(EXTRACTED INFORMATION)

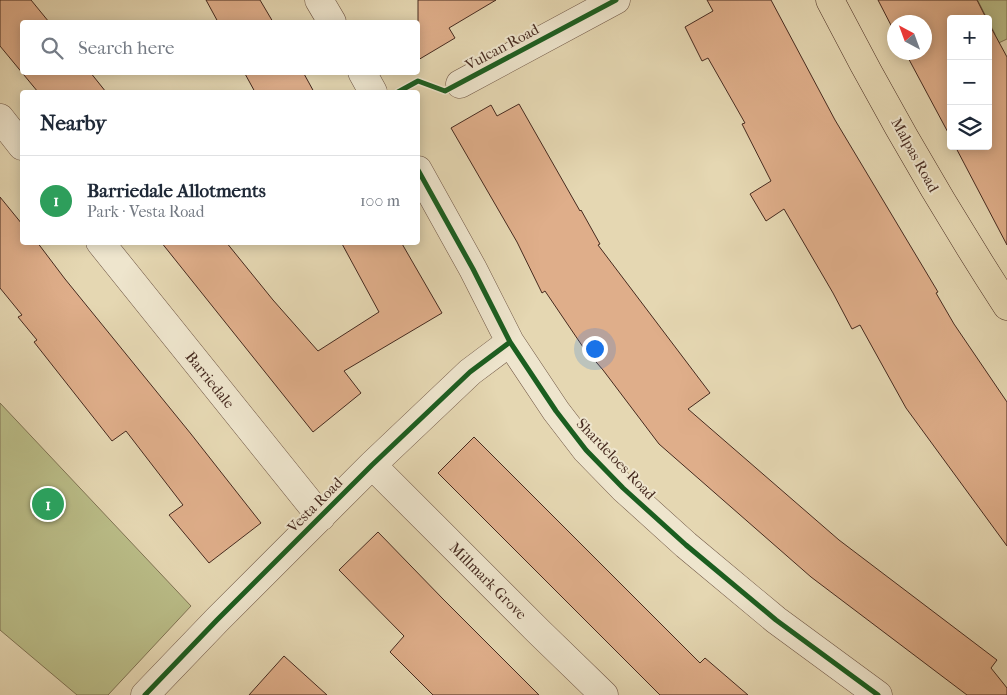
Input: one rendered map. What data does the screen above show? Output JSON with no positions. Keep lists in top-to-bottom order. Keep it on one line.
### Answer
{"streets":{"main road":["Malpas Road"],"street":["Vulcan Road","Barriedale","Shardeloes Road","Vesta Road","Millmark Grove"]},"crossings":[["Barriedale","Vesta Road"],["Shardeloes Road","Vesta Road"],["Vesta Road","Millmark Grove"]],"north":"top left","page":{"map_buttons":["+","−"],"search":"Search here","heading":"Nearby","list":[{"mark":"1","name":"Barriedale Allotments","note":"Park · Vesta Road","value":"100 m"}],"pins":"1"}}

(End EXTRACTED INFORMATION)
(EXTRACTED INFORMATION)

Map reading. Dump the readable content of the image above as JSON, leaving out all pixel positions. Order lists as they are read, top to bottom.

(End EXTRACTED INFORMATION)

Copy every line of the data that holds the string "above".

SOLUTION FOR THIS PROBLEM.
Input: one rendered map. What data does the screen above show? Output JSON with no positions. Keep lists in top-to-bottom order. Keep it on one line.
Map reading. Dump the readable content of the image above as JSON, leaving out all pixel positions. Order lists as they are read, top to bottom.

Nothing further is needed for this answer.